- Born: James Milton Akins June 15, 1956 Savannah, Georgia, U.S.
- Died: December 29, 2025 (aged 69) Dublin, Ohio, U.S.
- Education: Ohio State University (BM, MM)
- Genres: Classical
- Occupation: Musician
- Instruments: Tuba, Native American flute
- Years active: 1981–2025
- Spouse: Lori Mae Akins ​(m. 1978)​

= James Akins (tubist) =

American tubist and music academic (1956–2025)

James Milton Akins (June 15, 1956 – December 29, 2025) was an American tubist, music professor, and both a player and maker of Native American flutes. He was also best known for his association with the Columbus Symphony Orchestra.

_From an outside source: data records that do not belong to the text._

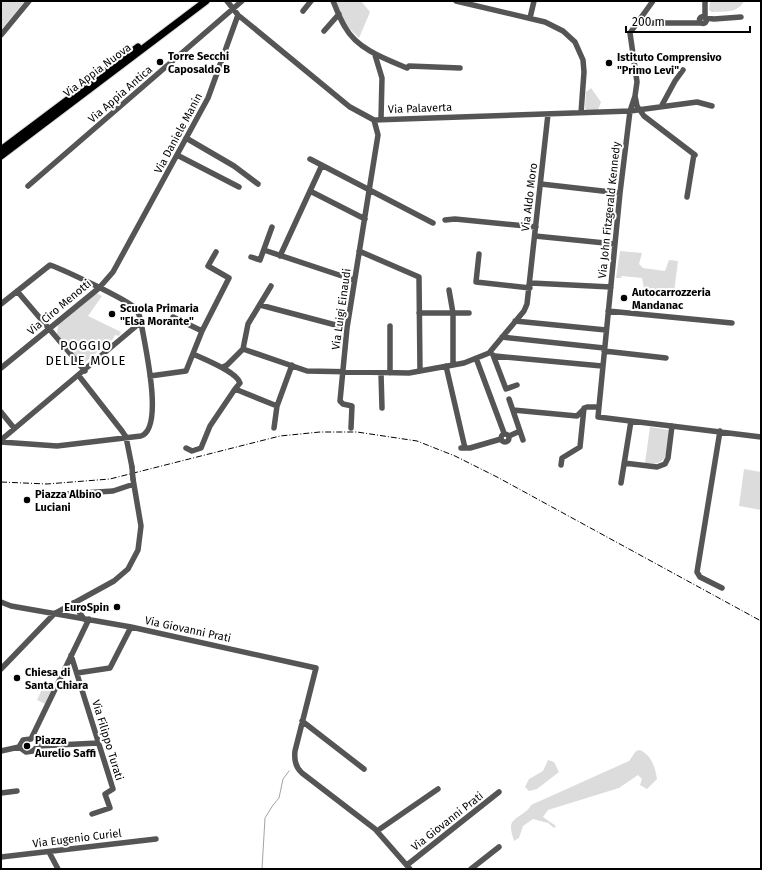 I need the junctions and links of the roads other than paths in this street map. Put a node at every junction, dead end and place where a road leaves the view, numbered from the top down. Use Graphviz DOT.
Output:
graph roads {
  1 [pos="29,1"];
  2 [pos="199,1"];
  3 [pos="206,1"];
  4 [pos="226,1"];
  5 [pos="242,1"];
  6 [pos="311,1"];
  7 [pos="333,1"];
  8 [pos="456,1"];
  9 [pos="534,1"];
  10 [pos="654,1"];
  11 [pos="705,1"];
  12 [pos="233,9"];
  13 [pos="303,11"];
  14 [pos="339,14"];
  15 [pos="238,15"];
  16 [pos="530,18"];
  17 [pos="741,18"];
  18 [pos="702,20"];
  19 [pos="638,23"];
  20 [pos="324,31"];
  21 [pos="1,35"];
  22 [pos="375,54"];
  23 [pos="383,59"];
  24 [pos="460,68"];
  25 [pos="683,70"];
  26 [pos="382,78"];
  27 [pos="635,96"];
  28 [pos="662,106"];
  29 [pos="712,106"];
  30 [pos="639,110"];
  31 [pos="630,111"];
  32 [pos="581,113"];
  33 [pos="548,114"];
  34 [pos="381,119"];
  35 [pos="374,120"];
  36 [pos="186,138"];
  37 [pos="1,150"];
  38 [pos="177,155"];
  39 [pos="1,156"];
  40 [pos="310,159"];
  41 [pos="322,165"];
  42 [pos="258,184"];
  43 [pos="541,184"];
  44 [pos="28,186"];
  45 [pos="239,187"];
  46 [pos="369,189"];
  47 [pos="310,190"];
  48 [pos="620,193"];
  49 [pos="687,197"];
  50 [pos="365,219"];
  51 [pos="445,220"];
  52 [pos="433,223"];
  53 [pos="272,227"];
  54 [pos="536,227"];
  55 [pos="535,236"];
  56 [pos="615,244"];
  57 [pos="264,250"];
  58 [pos="359,251"];
  59 [pos="216,252"];
  60 [pos="123,254"];
  61 [pos="479,254"];
  62 [pos="280,256"];
  63 [pos="251,257"];
  64 [pos="354,280"];
  65 [pos="271,286"];
  66 [pos="530,286"];
  67 [pos="611,287"];
  68 [pos="99,288"];
  69 [pos="449,290"];
  70 [pos="17,291"];
  71 [pos="1,304"];
  72 [pos="260,305"];
  73 [pos="608,311"];
  74 [pos="419,313"];
  75 [pos="452,313"];
  76 [pos="469,313"];
  77 [pos="173,317"];
  78 [pos="515,321"];
  79 [pos="141,322"];
  80 [pos="732,323"];
  81 [pos="390,326"];
  82 [pos="347,328"];
  83 [pos="49,329"];
  84 [pos="606,330"];
  85 [pos="202,331"];
  86 [pos="502,337"];
  87 [pos="242,349"];
  88 [pos="604,350"];
  89 [pos="194,354"];
  90 [pos="492,354"];
  91 [pos="476,358"];
  92 [pos="666,358"];
  93 [pos="292,365"];
  94 [pos="449,365"];
  95 [pos="602,366"];
  96 [pos="223,367"];
  97 [pos="1,368"];
  98 [pos="85,371"];
  99 [pos="343,371"];
  100 [pos="420,371"];
  101 [pos="380,372"];
  102 [pos="390,373"];
  103 [pos="79,376"];
  104 [pos="150,376"];
  105 [pos="517,385"];
  106 [pos="235,389"];
  107 [pos="509,399"];
  108 [pos="277,406"];
  109 [pos="597,407"];
  110 [pos="382,408"];
  111 [pos="584,408"];
  112 [pos="513,410"];
  113 [pos="1,412"];
  114 [pos="631,422"];
  115 [pos="672,426"];
  116 [pos="14,428"];
  117 [pos="274,428"];
  118 [pos="351,428"];
  119 [pos="520,431"];
  120 [pos="720,431"];
  121 [pos="505,436"];
  122 [pos="126,437"];
  123 [pos="761,437"];
  124 [pos="523,440"];
  125 [pos="1,441"];
  126 [pos="186,448"];
  127 [pos="624,463"];
  128 [pos="561,465"];
  129 [pos="134,482"];
  130 [pos="621,484"];
  131 [pos="52,495"];
  132 [pos="722,588"];
  133 [pos="1,602"];
  134 [pos="73,603"];
  135 [pos="54,614"];
  136 [pos="86,619"];
  137 [pos="131,627"];
  138 [pos="72,655"];
  139 [pos="1,669"];
  140 [pos="77,673"];
  141 [pos="302,721"];
  142 [pos="98,743"];
  143 [pos="19,747"];
  144 [pos="1,751"];
  145 [pos="364,769"];
  146 [pos="438,789"];
  147 [pos="17,791"];
  148 [pos="499,792"];
  149 [pos="1,793"];
  150 [pos="92,814"];
  151 [pos="377,831"];
  152 [pos="156,839"];
  153 [pos="499,847"];
  154 [pos="49,852"];
  155 [pos="1,857"];
  156 [pos="409,867"];
  157 [pos="58,869"];
  158 [pos="471,869"];
  1 -- 21 [label="street"];
  2 -- 37 [label="main road, Via Appia Nuova"];
  3 -- 39 [label="main road, Via Appia Nuova"];
  4 -- 12 [label="street, Via Palaverta"];
  5 -- 12 [label="street, Via Appia Antica"];
  6 -- 13 [label="street"];
  7 -- 14 [label="street"];
  8 -- 16 [label="street"];
  9 -- 16 [label="street"];
  10 -- 19 [label="street"];
  11 -- 18 [label="street"];
  12 -- 15 [label="street, Via Palaverta"];
  12 -- 44 [label="street, Via Appia Antica"];
  14 -- 20 [label="street"];
  14 -- 22 [label="street"];
  15 -- 35 [label="street, Via Palaverta"];
  15 -- 36 [label="street, Via Daniele Manin"];
  16 -- 32 [label="street"];
  17 -- 18 [label="street"];
  18 -- 19 [label="street"];
  19 -- 27 [label="street"];
  22 -- 23 [label="street"];
  22 -- 26 [label="street"];
  23 -- 24 [label="street"];
  23 -- 26 [label="street"];
  25 -- 28 [label="street"];
  26 -- 34 [label="street"];
  27 -- 30 [label="street"];
  27 -- 31 [label="street, Via John Fitzgerald Kennedy"];
  28 -- 29 [label="street, Via Palaverta"];
  28 -- 30 [label="street, Via Palaverta"];
  30 -- 31 [label="street, Via Palaverta"];
  30 -- 49 [label="street"];
  31 -- 32 [label="street, Via Palaverta"];
  31 -- 48 [label="street, Via John Fitzgerald Kennedy"];
  32 -- 33 [label="street, Via Palaverta"];
  33 -- 34 [label="street, Via Palaverta"];
  33 -- 43 [label="street, Via Aldo Moro"];
  34 -- 35 [label="street, Via Palaverta"];
  35 -- 46 [label="street, Via Luigi Einaudi"];
  36 -- 38 [label="street, Via Daniele Manin"];
  36 -- 42 [label="street"];
  38 -- 45 [label="street"];
  38 -- 60 [label="street, Via Daniele Manin"];
  40 -- 41 [label="street"];
  41 -- 46 [label="street"];
  41 -- 47 [label="street"];
  43 -- 48 [label="street"];
  43 -- 54 [label="street, Via Aldo Moro"];
  46 -- 50 [label="street, Via Luigi Einaudi"];
  46 -- 52 [label="street"];
  47 -- 50 [label="street"];
  47 -- 62 [label="street"];
  48 -- 56 [label="street, Via John Fitzgerald Kennedy"];
  50 -- 58 [label="street, Via Luigi Einaudi"];
  51 -- 54 [label="street"];
  53 -- 57 [label="street"];
  54 -- 55 [label="street, Via Aldo Moro"];
  55 -- 56 [label="street"];
  55 -- 66 [label="street, Via Aldo Moro"];
  56 -- 67 [label="street, Via John Fitzgerald Kennedy"];
  57 -- 62 [label="street"];
  57 -- 63 [label="street"];
  58 -- 64 [label="street, Via Luigi Einaudi"];
  58 -- 74 [label="street"];
  59 -- 85 [label="street"];
  60 -- 68 [label="street, Via Ciro Menotti"];
  61 -- 66 [label="street"];
  62 -- 64 [label="street"];
  64 -- 82 [label="street, Via Luigi Einaudi"];
  65 -- 72 [label="street"];
  66 -- 67 [label="street"];
  66 -- 78 [label="street, Via Aldo Moro"];
  67 -- 73 [label="street, Via John Fitzgerald Kennedy"];
  68 -- 70 [label="street"];
  68 -- 79 [label="street"];
  68 -- 83 [label="street, Via Ciro Menotti"];
  69 -- 75 [label="street"];
  70 -- 71 [label="street"];
  70 -- 83 [label="street"];
  72 -- 82 [label="street"];
  72 -- 87 [label="street"];
  73 -- 80 [label="street"];
  73 -- 84 [label="street, Via John Fitzgerald Kennedy"];
  74 -- 75 [label="street"];
  74 -- 100 [label="street"];
  75 -- 76 [label="street"];
  75 -- 94 [label="street"];
  77 -- 85 [label="street"];
  78 -- 84 [label="street"];
  78 -- 86 [label="street, Via Aldo Moro"];
  79 -- 98 [label="street"];
  79 -- 104 [label="street"];
  81 -- 102 [label="street"];
  82 -- 99 [label="street, Via Luigi Einaudi"];
  83 -- 97 [label="street, Via Ciro Menotti"];
  83 -- 98 [label="street"];
  84 -- 88 [label="street, Via John Fitzgerald Kennedy"];
  85 -- 89 [label="street"];
  86 -- 88 [label="street"];
  86 -- 90 [label="street, Via Aldo Moro"];
  87 -- 93 [label="street, Via Aldo Moro"];
  87 -- 96 [label="street"];
  88 -- 92 [label="street"];
  88 -- 95 [label="street, Via John Fitzgerald Kennedy"];
  89 -- 96 [label="street"];
  89 -- 104 [label="street"];
  90 -- 91 [label="street, Via Aldo Moro"];
  90 -- 95 [label="street"];
  90 -- 105 [label="street"];
  91 -- 94 [label="street, Via Aldo Moro"];
  91 -- 121 [label="street"];
  93 -- 99 [label="street, Via Aldo Moro"];
  93 -- 108 [label="street"];
  94 -- 100 [label="street, Via Aldo Moro"];
  94 -- 121 [label="street"];
  95 -- 109 [label="street, Via John Fitzgerald Kennedy"];
  96 -- 106 [label="street"];
  98 -- 103 [label="street"];
  99 -- 101 [label="street, Via Aldo Moro"];
  99 -- 118 [label="street"];
  100 -- 102 [label="street, Via Aldo Moro"];
  101 -- 102 [label="street, Via Aldo Moro"];
  101 -- 110 [label="street"];
  103 -- 116 [label="street"];
  103 -- 122 [label="street"];
  104 -- 122 [label="street"];
  106 -- 108 [label="street"];
  106 -- 126 [label="street"];
  107 -- 112 [label="street"];
  108 -- 117 [label="street"];
  109 -- 111 [label="street"];
  109 -- 114 [label="street"];
  111 -- 112 [label="street"];
  111 -- 128 [label="street"];
  112 -- 119 [label="street"];
  113 -- 116 [label="street"];
  114 -- 115 [label="street"];
  114 -- 127 [label="street"];
  115 -- 120 [label="street"];
  115 -- 127 [label="street"];
  116 -- 125 [label="street"];
  119 -- 121 [label="street"];
  119 -- 124 [label="street"];
  120 -- 123 [label="street"];
  120 -- 132 [label="street"];
  122 -- 125 [label="street"];
  122 -- 129 [label="street, bridge"];
  127 -- 130 [label="street"];
  129 -- 131 [label="street"];
  129 -- 134 [label="street"];
  133 -- 135 [label="street, Via Giovanni Prati"];
  134 -- 135 [label="street"];
  134 -- 136 [label="street"];
  135 -- 136 [label="street, Via Giovanni Prati"];
  135 -- 139 [label="street"];
  136 -- 137 [label="street, Via Giovanni Prati"];
  136 -- 138 [label="street"];
  137 -- 140 [label="street"];
  137 -- 141 [label="street, Via Giovanni Prati"];
  138 -- 140 [label="street, Via Filippo Turati"];
  138 -- 143 [label="street"];
  140 -- 142 [label="street, Via Filippo Turati"];
  141 -- 145 [label="street"];
  141 -- 151 [label="street, Via Giovanni Prati"];
  142 -- 143 [label="street"];
  142 -- 150 [label="street, Via Filippo Turati"];
  143 -- 144 [label="street"];
  146 -- 151 [label="street"];
  147 -- 149 [label="street"];
  148 -- 156 [label="street, Via Giovanni Prati"];
  151 -- 156 [label="street, Via Giovanni Prati"];
  152 -- 154 [label="street, Via Eugenio Curiel"];
  153 -- 158 [label="street"];
  154 -- 155 [label="street, Via Eugenio Curiel"];
  154 -- 157 [label="street"];
}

== Early life and education ==
James Milton Akins was born in Savannah, Georgia on June 15, 1956. He studied the tuba with Ronald Bishop of the Cleveland Orchestra, Arnold Jacobs of the Chicago Symphony Orchestra, Robert Ryker of the Montreal Symphony, Fredrick Schaufele Jr. at Lakewood High School, and Robert LeBlanc of Ohio State University. He received his Bachelor of Music in 1978 and Master of Music in 1982 from Ohio State University.

== Career ==
Akins was associate professor of tuba and euphonium at Ohio State University and was principal tuba of the Columbus Symphony Orchestra from 1981 until 2021. He was a member of the Columbus Symphony Orchestra Brass Quintet, and the Ohio Brass Quintet. Akins was also a clinician and consultant for the Tuba Exchange in Durham, North Carolina, and was a design consultant for various tuba companies including the G+P Instrument Company in Milan. As a consultant for the United Musical Instrument Company, he collaborated in the development of professional tubas, developing several new designs. As a clinician for these companies, Akins gave tuba masterclasses and recitals for high schools and colleges throughout the United States. He also presented masterclasses with the Native American flute and was himself a flute maker. He taught several tubists, including Carol Jantsch as a beginner. His studio at Ohio State University was one of the largest in the country.

== Personal life and death ==
Akins and his wife Lori Mae Akins had two daughters together. He died at his Dublin, Ohio, home on December 29, 2025, at the age of 69.